→ **Exercise requirements**: Your task is to show every line in the listing below that includes "Giuseppe".

── Provided records

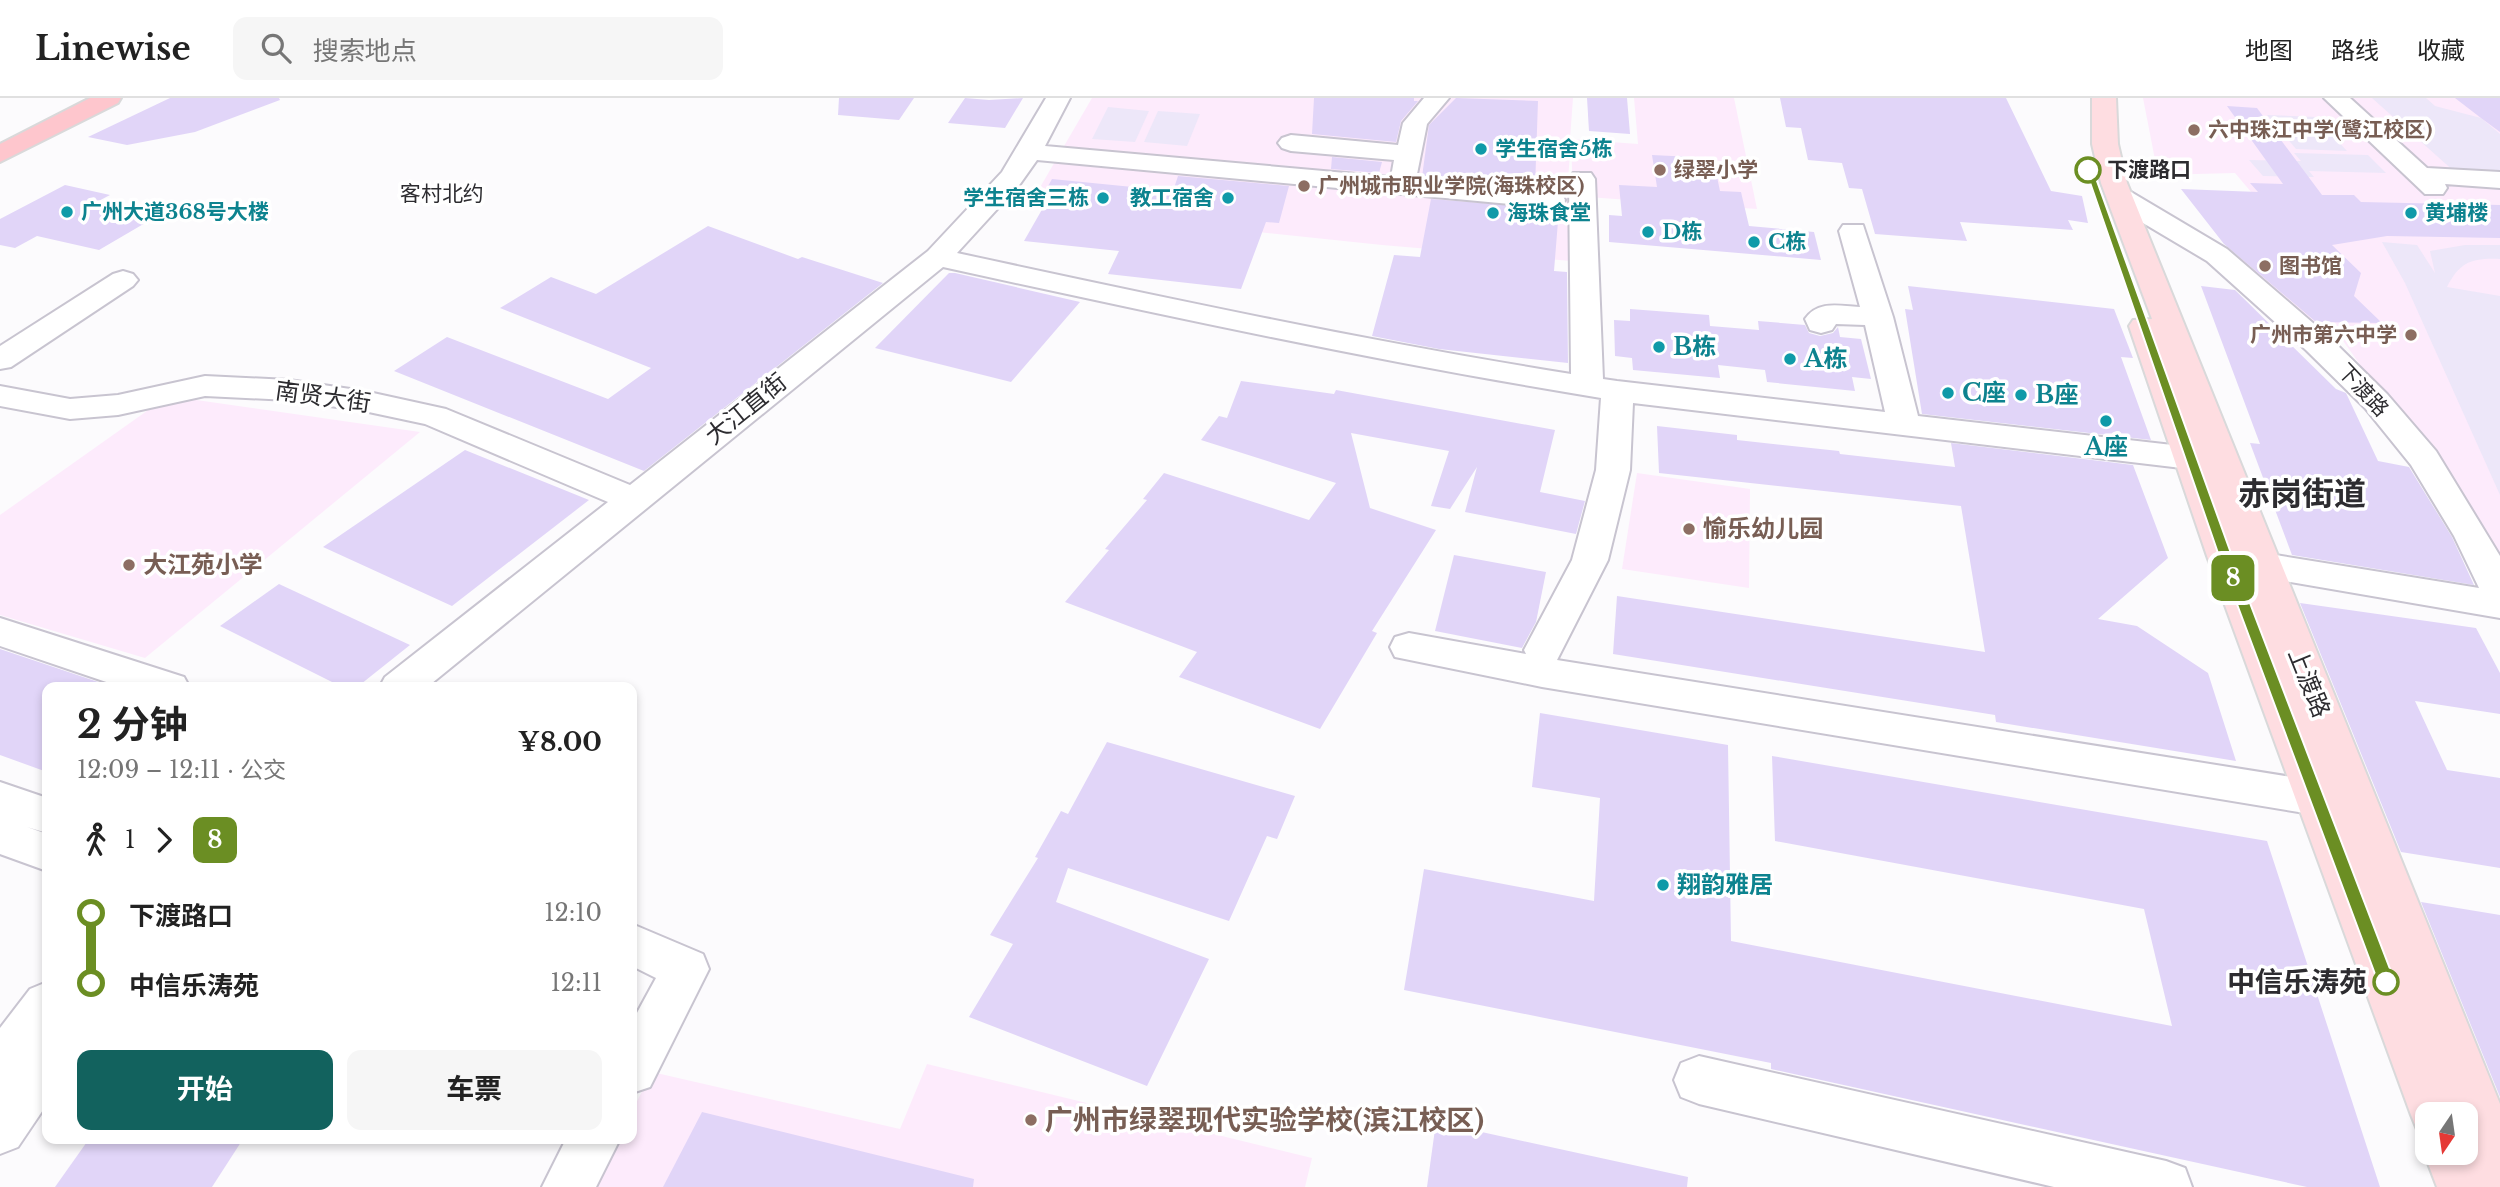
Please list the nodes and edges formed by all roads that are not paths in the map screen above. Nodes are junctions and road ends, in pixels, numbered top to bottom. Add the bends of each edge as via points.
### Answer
1 (58, 98) edge
2 (109, 98) edge
3 (1058, 98) edge
4 (1437, 98) edge
5 (2085, 98) edge
6 (2104, 98) edge
7 (2336, 98) edge
8 (34, 110) dead end
9 (1291, 143) dead end
10 (1030, 152) junction
11 (0, 154) edge
12 (1408, 154) junction
13 (1582, 179) dead end
14 (2500, 180) edge
15 (1401, 196) junction
16 (2109, 197) junction
17 (1552, 200) dead end
18 (1853, 231) dead end
19 (938, 257) junction
20 (122, 280) dead end
21 (1878, 317) junction
22 (1821, 324) dead end
23 (0, 360) edge
24 (1602, 389) junction
25 (0, 396) edge
26 (1903, 424) junction
27 (2190, 458) junction
28 (632, 499) junction
29 (2263, 566) junction
30 (2500, 593) edge
31 (2500, 605) edge
32 (0, 632) edge
33 (1409, 647) dead end
34 (1543, 650) dead end
35 (152, 682) edge
36 (406, 682) edge
37 (2317, 798) junction
38 (0, 799) edge
39 (42, 814) edge
40 (0, 835) edge
41 (42, 851) edge
42 (637, 946) edge
43 (42, 1011) edge
44 (637, 1061) edge
45 (0, 1067) edge
46 (42, 1069) edge
47 (1699, 1080) dead end
48 (2431, 1102) edge
49 (0, 1129) edge
50 (591, 1144) edge
51 (2455, 1166) edge
52 (2500, 1168) edge
53 (568, 1187) edge
54 (2166, 1187) edge
55 (2463, 1187) edge

1 - 8 highway
2 - 11 highway
3 - 10 street, 大江直街
4 - 12 street via 1415,123
5 - 16 main road via 2085,156
6 - 16 main road
7 - 14 street via 2427,182
9 - 12 street
10 - 15 street
10 - 19 street, 大江直街 via 997,196
12 - 15 street
13 - 24 street
15 - 17 street
16 - 27 main road, 上渡路
16 - 29 main road, 上渡路
16 - 30 street, 下渡路 via 2217,255 2376,401 2424,459 2472,536
18 - 21 street
19 - 24 street via 1266,329
19 - 28 street, 大江直街
20 - 23 street
21 - 22 street via 1825,314
21 - 26 street
24 - 26 street
24 - 34 street via 1613,470 1590,560
25 - 28 street, 南贤大街 via 70,409 118,405 205,386 289,390 364,401 434,416
26 - 27 street
27 - 37 main road, 上渡路
28 - 36 street, 大江直街
29 - 31 street
29 - 52 main road, 上渡路
32 - 35 street
33 - 37 street
37 - 48 main road, 上渡路
38 - 39 street
40 - 41 street
42 - 44 street via 686,969
43 - 45 street
46 - 49 street
47 - 54 street
50 - 53 street
51 - 55 main road

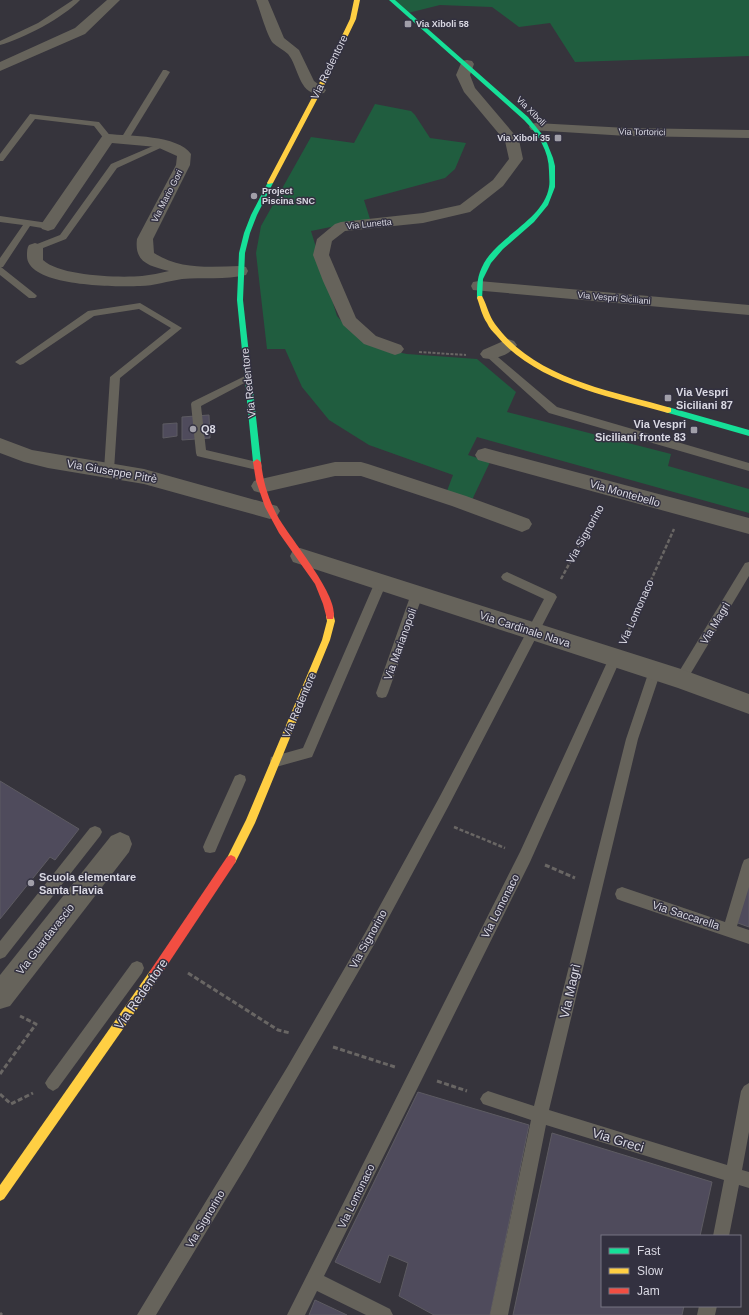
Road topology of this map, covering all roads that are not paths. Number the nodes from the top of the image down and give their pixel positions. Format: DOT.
graph roads {
  1 [pos="77,0"];
  2 [pos="114,0"];
  3 [pos="262,0"];
  4 [pos="357,0"];
  5 [pos="392,0"];
  6 [pos="0,43"];
  7 [pos="467,64"];
  8 [pos="0,67"];
  9 [pos="166,72"];
  10 [pos="319,90"];
  11 [pos="536,127"];
  12 [pos="749,134"];
  13 [pos="108,138"];
  14 [pos="124,140"];
  15 [pos="163,145"];
  16 [pos="0,159"];
  17 [pos="0,219"];
  18 [pos="28,223"];
  19 [pos="48,226"];
  20 [pos="35,248"];
  21 [pos="0,265"];
  22 [pos="0,270"];
  23 [pos="240,271"];
  24 [pos="202,272"];
  25 [pos="479,286"];
  26 [pos="32,296"];
  27 [pos="749,310"];
  28 [pos="508,345"];
  29 [pos="394,349"];
  30 [pos="489,354"];
  31 [pos="20,362"];
  32 [pos="247,378"];
  33 [pos="749,433"];
  34 [pos="0,445"];
  35 [pos="485,455"];
  36 [pos="257,466"];
  37 [pos="749,467"];
  38 [pos="109,470"];
  39 [pos="261,486"];
  40 [pos="270,511"];
  41 [pos="522,524"];
  42 [pos="749,526"];
  43 [pos="300,556"];
  44 [pos="749,566"];
  45 [pos="507,577"];
  46 [pos="381,582"];
  47 [pos="417,594"];
  48 [pos="534,632"];
  49 [pos="616,658"];
  50 [pos="655,671"];
  51 [pos="681,680"];
  52 [pos="382,693"];
  53 [pos="749,704"];
  54 [pos="276,761"];
  55 [pos="240,780"];
  56 [pos="95,832"];
  57 [pos="120,844"];
  58 [pos="210,847"];
  59 [pos="749,865"];
  60 [pos="622,894"];
  61 [pos="729,930"];
  62 [pos="749,936"];
  63 [pos="0,952"];
  64 [pos="137,968"];
  65 [pos="7,1005"];
  66 [pos="53,1083"];
  67 [pos="749,1091"];
  68 [pos="488,1099"];
  69 [pos="540,1115"];
  70 [pos="733,1176"];
  71 [pos="749,1180"];
  72 [pos="0,1194"];
  73 [pos="721,1235"];
  74 [pos="314,1280"];
  75 [pos="146,1315"];
  76 [pos="296,1315"];
  77 [pos="384,1315"];
  78 [pos="499,1315"];
  1 -- 6 [label="lane"];
  2 -- 8 [label="street"];
  3 -- 10 [label="street"];
  4 -- 10 [label="street, Via Redentore"];
  5 -- 7 [label="street, Via Xiboli"];
  7 -- 11 [label="street, Via Xiboli"];
  7 -- 29 [label="street, Via Lunetta"];
  9 -- 14 [label="lane"];
  10 -- 23 [label="street, Via Redentore"];
  11 -- 12 [label="street, Via Tortorici"];
  11 -- 25 [label="street, Via Xiboli"];
  13 -- 14 [label="street, Via Mario Gori"];
  13 -- 16 [label="lane"];
  13 -- 19 [label="street"];
  14 -- 15 [label="street, Via Mario Gori"];
  15 -- 20 [label="lane"];
  15 -- 24 [label="street, Via Mario Gori"];
  17 -- 18 [label="lane"];
  18 -- 19 [label="lane"];
  18 -- 21 [label="lane"];
  20 -- 24 [label="street, Via Mario Gori"];
  22 -- 26 [label="lane"];
  23 -- 24 [label="street, Via Mario Gori"];
  23 -- 32 [label="street, Via Redentore"];
  25 -- 27 [label="street, Via Vespri Siciliani"];
  25 -- 28 [label="street, Via Xiboli"];
  28 -- 30 [label="street"];
  28 -- 33 [label="street"];
  30 -- 37 [label="lane"];
  31 -- 38 [label="lane"];
  32 -- 36 [label="street, Via Redentore"];
  32 -- 36 [label="lane"];
  34 -- 38 [label="street, Via Giuseppe Pitrè"];
  35 -- 42 [label="street, Via Montebello"];
  36 -- 39 [label="street, Via Redentore"];
  38 -- 40 [label="street, Via Giuseppe Pitrè"];
  39 -- 40 [label="street, Via Redentore"];
  39 -- 41 [label="street"];
  40 -- 43 [label="street, Via Redentore"];
  43 -- 46 [label="street, Via Cardinale Nava"];
  43 -- 54 [label="street, Via Redentore"];
  44 -- 51 [label="lane, Via Magrì"];
  45 -- 48 [label="lane, Via Signorino"];
  46 -- 47 [label="street, Via Cardinale Nava"];
  46 -- 54 [label="lane"];
  47 -- 48 [label="street, Via Cardinale Nava"];
  47 -- 52 [label="lane, Via Marianopoli"];
  48 -- 49 [label="street, Via Cardinale Nava"];
  48 -- 75 [label="lane, Via Signorino"];
  49 -- 50 [label="street, Via Cardinale Nava"];
  49 -- 74 [label="lane, Via Lomonaco"];
  50 -- 51 [label="street, Via Cardinale Nava"];
  50 -- 69 [label="lane, Via Magrì"];
  51 -- 53 [label="street, Via Cardinale Nava"];
  54 -- 72 [label="street, Via Redentore"];
  55 -- 58 [label="lane"];
  56 -- 63 [label="lane"];
  57 -- 65 [label="street, Via Guardavascio"];
  59 -- 61 [label="lane"];
  60 -- 61 [label="lane, Via Saccarella"];
  61 -- 62 [label="lane, Via Saccarella"];
  64 -- 66 [label="lane, Via Redentore"];
  67 -- 70 [label="lane"];
  68 -- 69 [label="lane, Via Greci"];
  69 -- 70 [label="lane, Via Greci"];
  69 -- 78 [label="lane, Via Magrì"];
  70 -- 71 [label="lane, Via Greci"];
  70 -- 73 [label="lane"];
  74 -- 76 [label="lane, Via Lomonaco"];
  74 -- 77 [label="lane"];
}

────

→ **Task solution**:
  34 -- 38 [label="street, Via Giuseppe Pitrè"];
  38 -- 40 [label="street, Via Giuseppe Pitrè"];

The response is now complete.